Scott_Flick_300By: Scott R. Flick,
Pillsbury Winthrop Shaw Pittman

Editor’s note: Washington broadcast attorney Scott Flick has given us permission to reprint a recent post he shared with members of the National Alliance of State Broadcasters Association (NASBA). Here are Scott’s points:

  1. Marijuana remains illegal at the federal level, and since broadcast stations rely on federal licenses to operate, the risk for running such ads is most significant for such stations. The government doesn’t even have to prove the station was an accessory to criminal activity; the FCC just needs to determine that airing such ads (along with any other issues) makes grant of such station’s license renewal application “not in the public interest.”
  2. Further complicating matters, the Farm Act of 2018 legalized the growing of hemp, thereby legalizing the sale of CBD oil made from hemp as long as the farmer obtained the appropriate authorizations from the Department of Agriculture and followed its rules in growing the hemp. There is a well-reported case from the south where a farmer obtained the necessary approvals to grow 100 acres of hemp. Unfortunately, when planting time came, the proposed acreage was underwater from flooding. As a result, the farmer planted 100 acres of hemp on a piece of nearby land he owned. The feds raided his farm, destroyed the crop, and was contemplating legal action against him for not complying with the terms of his authorization to grow hemp. The lesson here is that not all CBD is legal, and that even CBD derived from hemp is not necessarily legal if it was not grown in accordance with the Farm Act and the Department of Agriculture’s regulations.
  3. Assuming you have CBD that was grown from hemp by an authorized grower under the Farm Act, it might still be illegal because (1) its THC content is higher than the 0.3% allowed under the Farm Act, or (2) state/local laws prohibit the sale of CBD, or impose testing and labeling requirements that weren’t met. Also, some states limit the advertising of such products. While these restrictions are likely unconstitutional, most stations don’t want to be the test case. A typical restriction (from Colorado) prevents advertising where a certain percentage of the audience is expected to be minors.
  4. If none of the above creates an obvious obstacle, the next issue is the ad copy. If the ad copy uses double entendres and the like to attempt to convey that while the ad is ostensibly about legal CBD, there are many “other” products also available there, a station could find itself in trouble. Words I’ve seen businesses try to slip into CBD ads include “rolling,” “joint,” “high,” and similar terms. It’s like when casino advertising was illegal and hotels with casinos would try to run ads saying “Bored sitting at home? Roll the dice and come visit the Orleans Hotel, where the steaks at your table in our world-class restaurant can’t be beat.”
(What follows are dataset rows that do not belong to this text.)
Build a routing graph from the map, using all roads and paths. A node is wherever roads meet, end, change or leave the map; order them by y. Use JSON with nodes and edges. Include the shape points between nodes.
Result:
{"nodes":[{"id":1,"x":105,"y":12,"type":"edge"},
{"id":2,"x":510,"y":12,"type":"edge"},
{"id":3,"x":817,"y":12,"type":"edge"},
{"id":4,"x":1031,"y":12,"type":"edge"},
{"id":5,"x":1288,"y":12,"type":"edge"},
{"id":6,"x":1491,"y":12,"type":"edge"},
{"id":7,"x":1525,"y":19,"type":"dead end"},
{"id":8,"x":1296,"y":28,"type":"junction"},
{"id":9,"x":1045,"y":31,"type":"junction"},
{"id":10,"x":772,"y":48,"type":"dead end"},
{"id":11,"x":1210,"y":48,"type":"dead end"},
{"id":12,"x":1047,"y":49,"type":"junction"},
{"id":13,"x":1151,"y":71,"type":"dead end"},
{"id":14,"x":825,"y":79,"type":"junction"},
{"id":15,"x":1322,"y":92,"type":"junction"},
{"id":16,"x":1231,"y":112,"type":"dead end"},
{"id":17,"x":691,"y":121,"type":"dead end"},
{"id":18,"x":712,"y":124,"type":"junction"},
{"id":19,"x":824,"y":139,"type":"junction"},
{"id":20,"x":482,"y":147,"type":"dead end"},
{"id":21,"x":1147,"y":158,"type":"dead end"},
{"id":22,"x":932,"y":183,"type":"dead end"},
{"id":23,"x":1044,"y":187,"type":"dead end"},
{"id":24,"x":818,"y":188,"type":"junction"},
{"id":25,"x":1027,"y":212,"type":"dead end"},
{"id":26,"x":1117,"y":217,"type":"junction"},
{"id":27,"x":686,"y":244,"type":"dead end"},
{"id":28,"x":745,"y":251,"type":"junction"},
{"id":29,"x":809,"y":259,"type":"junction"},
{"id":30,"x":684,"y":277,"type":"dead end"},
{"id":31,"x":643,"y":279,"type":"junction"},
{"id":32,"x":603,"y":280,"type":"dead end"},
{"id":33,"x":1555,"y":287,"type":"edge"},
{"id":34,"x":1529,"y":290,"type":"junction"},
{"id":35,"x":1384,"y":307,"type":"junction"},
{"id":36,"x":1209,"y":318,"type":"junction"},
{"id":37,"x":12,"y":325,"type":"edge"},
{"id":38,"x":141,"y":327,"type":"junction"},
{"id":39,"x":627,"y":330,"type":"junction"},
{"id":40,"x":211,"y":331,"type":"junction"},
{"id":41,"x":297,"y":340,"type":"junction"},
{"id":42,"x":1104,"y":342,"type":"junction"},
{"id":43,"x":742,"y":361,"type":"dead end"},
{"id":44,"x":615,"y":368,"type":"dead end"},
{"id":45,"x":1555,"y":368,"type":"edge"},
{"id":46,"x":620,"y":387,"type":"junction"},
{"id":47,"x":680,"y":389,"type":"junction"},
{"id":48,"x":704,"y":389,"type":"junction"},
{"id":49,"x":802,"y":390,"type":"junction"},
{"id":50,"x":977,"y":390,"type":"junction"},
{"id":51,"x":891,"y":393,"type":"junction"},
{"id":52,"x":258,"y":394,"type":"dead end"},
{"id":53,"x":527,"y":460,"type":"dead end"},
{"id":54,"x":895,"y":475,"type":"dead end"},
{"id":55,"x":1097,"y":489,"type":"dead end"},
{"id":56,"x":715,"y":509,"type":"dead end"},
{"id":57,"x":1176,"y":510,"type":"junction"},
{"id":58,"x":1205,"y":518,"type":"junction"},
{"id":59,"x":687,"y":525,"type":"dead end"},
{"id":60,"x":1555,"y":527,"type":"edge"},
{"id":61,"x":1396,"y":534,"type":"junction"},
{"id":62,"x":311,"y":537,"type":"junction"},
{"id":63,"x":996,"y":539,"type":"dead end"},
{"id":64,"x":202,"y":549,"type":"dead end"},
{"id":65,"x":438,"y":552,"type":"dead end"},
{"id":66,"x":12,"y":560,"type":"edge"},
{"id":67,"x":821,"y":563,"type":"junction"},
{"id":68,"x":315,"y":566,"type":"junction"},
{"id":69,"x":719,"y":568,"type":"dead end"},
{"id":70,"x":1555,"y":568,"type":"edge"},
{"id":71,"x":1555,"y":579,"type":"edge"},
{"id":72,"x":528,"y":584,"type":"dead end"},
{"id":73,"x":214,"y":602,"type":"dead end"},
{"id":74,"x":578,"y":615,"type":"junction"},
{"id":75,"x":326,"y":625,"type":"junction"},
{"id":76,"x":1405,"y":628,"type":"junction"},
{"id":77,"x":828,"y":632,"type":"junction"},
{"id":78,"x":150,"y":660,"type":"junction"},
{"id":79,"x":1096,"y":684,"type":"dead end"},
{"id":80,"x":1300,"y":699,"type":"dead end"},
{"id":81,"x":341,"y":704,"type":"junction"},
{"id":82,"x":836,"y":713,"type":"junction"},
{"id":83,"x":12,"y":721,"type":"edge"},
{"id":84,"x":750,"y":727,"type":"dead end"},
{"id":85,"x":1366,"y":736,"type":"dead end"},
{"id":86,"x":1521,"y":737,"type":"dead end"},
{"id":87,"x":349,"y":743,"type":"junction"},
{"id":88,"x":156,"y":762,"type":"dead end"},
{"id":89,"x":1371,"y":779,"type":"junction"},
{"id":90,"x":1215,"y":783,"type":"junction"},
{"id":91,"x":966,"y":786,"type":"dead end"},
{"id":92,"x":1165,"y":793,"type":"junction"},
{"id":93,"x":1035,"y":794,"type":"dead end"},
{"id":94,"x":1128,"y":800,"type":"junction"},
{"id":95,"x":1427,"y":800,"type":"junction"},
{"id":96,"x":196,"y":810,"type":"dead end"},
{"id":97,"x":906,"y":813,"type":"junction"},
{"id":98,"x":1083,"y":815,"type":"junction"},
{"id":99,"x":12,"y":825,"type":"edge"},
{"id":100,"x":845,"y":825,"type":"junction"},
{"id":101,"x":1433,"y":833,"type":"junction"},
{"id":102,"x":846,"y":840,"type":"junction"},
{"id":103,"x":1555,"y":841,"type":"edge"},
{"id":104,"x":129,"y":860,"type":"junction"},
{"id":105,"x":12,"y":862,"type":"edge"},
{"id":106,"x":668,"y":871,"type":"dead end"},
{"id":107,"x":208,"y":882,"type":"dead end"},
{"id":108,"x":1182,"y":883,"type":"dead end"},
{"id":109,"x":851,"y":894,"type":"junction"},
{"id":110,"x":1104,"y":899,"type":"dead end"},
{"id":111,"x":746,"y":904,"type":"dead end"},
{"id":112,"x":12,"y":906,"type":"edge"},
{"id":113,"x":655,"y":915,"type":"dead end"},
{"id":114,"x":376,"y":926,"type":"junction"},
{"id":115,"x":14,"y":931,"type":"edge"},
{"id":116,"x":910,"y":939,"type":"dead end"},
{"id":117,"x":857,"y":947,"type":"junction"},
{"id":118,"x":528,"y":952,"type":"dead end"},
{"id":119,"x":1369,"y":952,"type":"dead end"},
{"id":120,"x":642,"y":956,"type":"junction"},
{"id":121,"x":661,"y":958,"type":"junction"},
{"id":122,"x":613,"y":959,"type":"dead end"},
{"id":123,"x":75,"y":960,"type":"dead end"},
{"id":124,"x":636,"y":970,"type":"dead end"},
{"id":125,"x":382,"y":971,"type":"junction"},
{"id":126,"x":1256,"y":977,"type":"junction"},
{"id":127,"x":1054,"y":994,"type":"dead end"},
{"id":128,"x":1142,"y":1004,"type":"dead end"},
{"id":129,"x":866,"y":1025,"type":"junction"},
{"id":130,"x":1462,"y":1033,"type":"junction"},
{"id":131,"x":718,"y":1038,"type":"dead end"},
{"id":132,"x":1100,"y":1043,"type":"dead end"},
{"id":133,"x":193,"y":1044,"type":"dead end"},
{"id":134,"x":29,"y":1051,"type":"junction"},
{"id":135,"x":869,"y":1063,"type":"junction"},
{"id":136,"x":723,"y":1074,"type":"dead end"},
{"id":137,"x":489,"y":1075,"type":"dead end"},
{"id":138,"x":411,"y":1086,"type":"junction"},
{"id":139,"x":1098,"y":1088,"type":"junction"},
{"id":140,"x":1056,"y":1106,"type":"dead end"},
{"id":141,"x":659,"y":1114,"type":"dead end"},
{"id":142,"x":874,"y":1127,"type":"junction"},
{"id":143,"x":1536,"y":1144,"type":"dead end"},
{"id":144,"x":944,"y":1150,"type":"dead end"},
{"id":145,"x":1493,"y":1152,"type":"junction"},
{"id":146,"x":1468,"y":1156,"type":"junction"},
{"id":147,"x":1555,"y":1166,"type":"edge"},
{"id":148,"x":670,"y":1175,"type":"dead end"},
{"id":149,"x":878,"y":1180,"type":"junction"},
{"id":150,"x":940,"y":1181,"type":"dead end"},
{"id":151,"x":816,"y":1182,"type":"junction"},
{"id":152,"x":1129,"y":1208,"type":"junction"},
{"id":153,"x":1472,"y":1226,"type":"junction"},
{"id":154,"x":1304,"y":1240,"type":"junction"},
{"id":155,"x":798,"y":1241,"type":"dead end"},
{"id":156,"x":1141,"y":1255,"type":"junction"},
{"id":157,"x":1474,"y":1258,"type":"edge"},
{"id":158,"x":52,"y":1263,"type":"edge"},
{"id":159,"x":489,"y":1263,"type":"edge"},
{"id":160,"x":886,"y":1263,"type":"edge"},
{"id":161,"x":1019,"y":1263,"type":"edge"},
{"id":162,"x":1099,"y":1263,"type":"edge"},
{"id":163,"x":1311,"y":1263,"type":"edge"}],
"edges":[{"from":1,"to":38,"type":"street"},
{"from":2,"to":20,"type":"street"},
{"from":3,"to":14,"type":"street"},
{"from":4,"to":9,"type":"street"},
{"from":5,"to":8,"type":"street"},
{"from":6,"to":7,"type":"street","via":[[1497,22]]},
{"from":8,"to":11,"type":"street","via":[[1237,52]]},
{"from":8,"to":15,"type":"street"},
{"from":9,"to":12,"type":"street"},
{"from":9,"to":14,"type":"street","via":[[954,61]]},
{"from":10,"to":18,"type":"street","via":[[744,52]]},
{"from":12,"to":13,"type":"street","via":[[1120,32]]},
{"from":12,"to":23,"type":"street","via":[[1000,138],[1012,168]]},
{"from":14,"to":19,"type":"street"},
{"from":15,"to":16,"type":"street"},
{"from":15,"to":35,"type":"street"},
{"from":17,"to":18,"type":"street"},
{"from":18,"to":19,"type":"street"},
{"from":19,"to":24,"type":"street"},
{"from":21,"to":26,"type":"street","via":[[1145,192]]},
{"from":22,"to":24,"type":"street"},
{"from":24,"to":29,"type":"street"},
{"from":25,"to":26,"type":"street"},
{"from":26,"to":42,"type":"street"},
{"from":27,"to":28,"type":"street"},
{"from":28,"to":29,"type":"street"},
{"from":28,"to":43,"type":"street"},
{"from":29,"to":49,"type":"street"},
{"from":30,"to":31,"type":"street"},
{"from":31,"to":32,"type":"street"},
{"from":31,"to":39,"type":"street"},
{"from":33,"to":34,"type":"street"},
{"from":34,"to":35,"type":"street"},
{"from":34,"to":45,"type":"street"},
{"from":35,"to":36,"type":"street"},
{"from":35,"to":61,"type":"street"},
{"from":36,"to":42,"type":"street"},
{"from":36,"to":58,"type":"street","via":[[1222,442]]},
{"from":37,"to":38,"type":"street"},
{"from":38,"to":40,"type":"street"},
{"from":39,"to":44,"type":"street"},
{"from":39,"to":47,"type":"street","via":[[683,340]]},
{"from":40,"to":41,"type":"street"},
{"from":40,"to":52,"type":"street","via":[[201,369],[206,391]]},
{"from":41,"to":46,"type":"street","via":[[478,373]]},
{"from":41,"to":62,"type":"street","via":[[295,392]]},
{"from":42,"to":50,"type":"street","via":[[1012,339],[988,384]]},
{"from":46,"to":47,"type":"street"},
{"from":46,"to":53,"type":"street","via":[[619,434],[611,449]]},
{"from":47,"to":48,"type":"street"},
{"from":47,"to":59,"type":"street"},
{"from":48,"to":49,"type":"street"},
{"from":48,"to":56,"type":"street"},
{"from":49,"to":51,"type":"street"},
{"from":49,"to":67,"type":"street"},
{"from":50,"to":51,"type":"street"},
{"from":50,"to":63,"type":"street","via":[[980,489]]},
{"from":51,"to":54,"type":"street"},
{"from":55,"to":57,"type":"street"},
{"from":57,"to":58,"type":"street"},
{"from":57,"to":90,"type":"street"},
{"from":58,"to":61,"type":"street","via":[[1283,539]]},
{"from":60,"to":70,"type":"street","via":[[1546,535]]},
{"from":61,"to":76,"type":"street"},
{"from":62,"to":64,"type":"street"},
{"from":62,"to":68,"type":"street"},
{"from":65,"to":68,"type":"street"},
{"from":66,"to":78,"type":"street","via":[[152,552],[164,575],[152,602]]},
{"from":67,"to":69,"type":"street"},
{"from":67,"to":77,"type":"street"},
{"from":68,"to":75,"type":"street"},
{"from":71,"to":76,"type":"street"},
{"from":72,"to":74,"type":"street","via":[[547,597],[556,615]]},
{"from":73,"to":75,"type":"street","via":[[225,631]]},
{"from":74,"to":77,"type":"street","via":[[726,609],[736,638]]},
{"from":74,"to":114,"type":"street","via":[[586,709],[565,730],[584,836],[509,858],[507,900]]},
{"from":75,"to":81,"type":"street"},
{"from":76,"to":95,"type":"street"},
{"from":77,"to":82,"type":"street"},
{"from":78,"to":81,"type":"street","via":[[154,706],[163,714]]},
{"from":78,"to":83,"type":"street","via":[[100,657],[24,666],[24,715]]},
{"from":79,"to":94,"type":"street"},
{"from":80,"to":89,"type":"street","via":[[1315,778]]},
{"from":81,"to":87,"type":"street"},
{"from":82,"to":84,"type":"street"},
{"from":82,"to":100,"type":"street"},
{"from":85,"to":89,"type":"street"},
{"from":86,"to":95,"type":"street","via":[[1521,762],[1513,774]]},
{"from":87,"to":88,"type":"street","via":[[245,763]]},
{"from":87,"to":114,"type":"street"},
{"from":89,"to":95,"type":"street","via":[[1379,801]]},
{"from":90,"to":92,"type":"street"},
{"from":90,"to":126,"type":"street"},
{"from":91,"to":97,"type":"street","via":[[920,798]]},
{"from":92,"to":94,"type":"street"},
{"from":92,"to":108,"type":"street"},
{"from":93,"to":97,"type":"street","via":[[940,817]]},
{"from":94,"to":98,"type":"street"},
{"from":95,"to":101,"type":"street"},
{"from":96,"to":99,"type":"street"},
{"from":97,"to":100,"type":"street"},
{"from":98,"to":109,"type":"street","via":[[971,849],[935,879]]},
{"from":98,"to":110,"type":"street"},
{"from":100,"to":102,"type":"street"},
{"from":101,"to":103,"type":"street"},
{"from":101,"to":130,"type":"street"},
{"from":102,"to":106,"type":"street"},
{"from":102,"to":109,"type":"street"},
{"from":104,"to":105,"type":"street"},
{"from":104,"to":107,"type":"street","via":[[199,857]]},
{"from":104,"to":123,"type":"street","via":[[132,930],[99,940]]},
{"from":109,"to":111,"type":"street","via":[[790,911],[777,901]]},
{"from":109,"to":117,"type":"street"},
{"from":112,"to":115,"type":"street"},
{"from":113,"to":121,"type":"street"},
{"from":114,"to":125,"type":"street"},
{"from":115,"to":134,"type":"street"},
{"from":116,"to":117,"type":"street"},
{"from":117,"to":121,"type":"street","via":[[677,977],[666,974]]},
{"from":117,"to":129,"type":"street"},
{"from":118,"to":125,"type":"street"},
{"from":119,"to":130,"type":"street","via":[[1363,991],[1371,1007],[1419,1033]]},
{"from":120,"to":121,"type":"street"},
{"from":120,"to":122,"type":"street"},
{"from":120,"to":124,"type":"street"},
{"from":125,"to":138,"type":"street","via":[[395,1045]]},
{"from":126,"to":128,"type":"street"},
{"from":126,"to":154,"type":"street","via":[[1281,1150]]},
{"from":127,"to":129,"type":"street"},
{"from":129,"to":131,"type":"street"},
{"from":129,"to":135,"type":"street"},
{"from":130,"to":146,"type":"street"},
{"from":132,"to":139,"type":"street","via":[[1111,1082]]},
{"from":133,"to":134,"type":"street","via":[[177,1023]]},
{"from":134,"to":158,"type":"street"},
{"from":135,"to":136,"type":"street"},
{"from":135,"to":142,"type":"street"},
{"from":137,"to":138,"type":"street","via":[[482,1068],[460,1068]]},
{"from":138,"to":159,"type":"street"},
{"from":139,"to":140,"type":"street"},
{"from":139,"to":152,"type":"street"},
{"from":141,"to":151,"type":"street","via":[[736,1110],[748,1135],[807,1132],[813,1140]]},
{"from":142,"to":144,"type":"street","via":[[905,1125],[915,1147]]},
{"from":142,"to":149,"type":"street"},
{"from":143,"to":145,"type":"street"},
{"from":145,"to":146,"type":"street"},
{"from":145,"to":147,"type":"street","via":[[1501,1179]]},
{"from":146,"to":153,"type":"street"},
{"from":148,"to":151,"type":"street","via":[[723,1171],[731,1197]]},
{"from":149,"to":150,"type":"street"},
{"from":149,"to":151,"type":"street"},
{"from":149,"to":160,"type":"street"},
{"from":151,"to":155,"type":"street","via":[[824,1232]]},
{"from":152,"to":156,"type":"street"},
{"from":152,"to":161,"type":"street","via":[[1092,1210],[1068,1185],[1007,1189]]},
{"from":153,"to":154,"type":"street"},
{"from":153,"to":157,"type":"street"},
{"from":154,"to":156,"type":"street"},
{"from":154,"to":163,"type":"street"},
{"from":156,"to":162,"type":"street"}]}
  5. Also be careful of a new trend of listing name brand products in the ad. As cannabis brands start to build brand awareness among consumers, marijuana stores are starting to mention those brands in their ads. This makes life more difficult for broadcasters since they may need to diligence these brands to see if (a) they are even brands of CBD as opposed to marijuana products, and (b) do they comply with the Farm Act requirements in sourcing their CBD? I recently researched 3 brands of CBD based on their websites, and based on those, it looked like one of the three was likely complying with the law, with the other two were misstating the law applicable to CBD sales. A station airing a CBD ad for a store with legal CBD will likely be fine even if that store also sells (federally) illegal content as long as the ad doesn’t make that obvious. But running an ad naming a specific brand that it turns out sells only illegal product deprives the station of plausible deniability if a question arises.
  6. Lastly, even with legal CBD products, the FDA has made clear that all health claims made for CBD products are illegal, as they have not been vetted and approved by the FDA. So while that is likely a bigger problem for the advertiser, the FCC, FTC and DOJ have all taken the position in the past that broadcasters have an obligation to not run ads for products that are illegal or which contain deceptive claims (“lose 20 pound in one week”). While there have not been many prosecutions of media entities on that basis, every few years, the federal agencies make that threat, and cannabis might be the product that pushes them to start actually pursuing such advertising.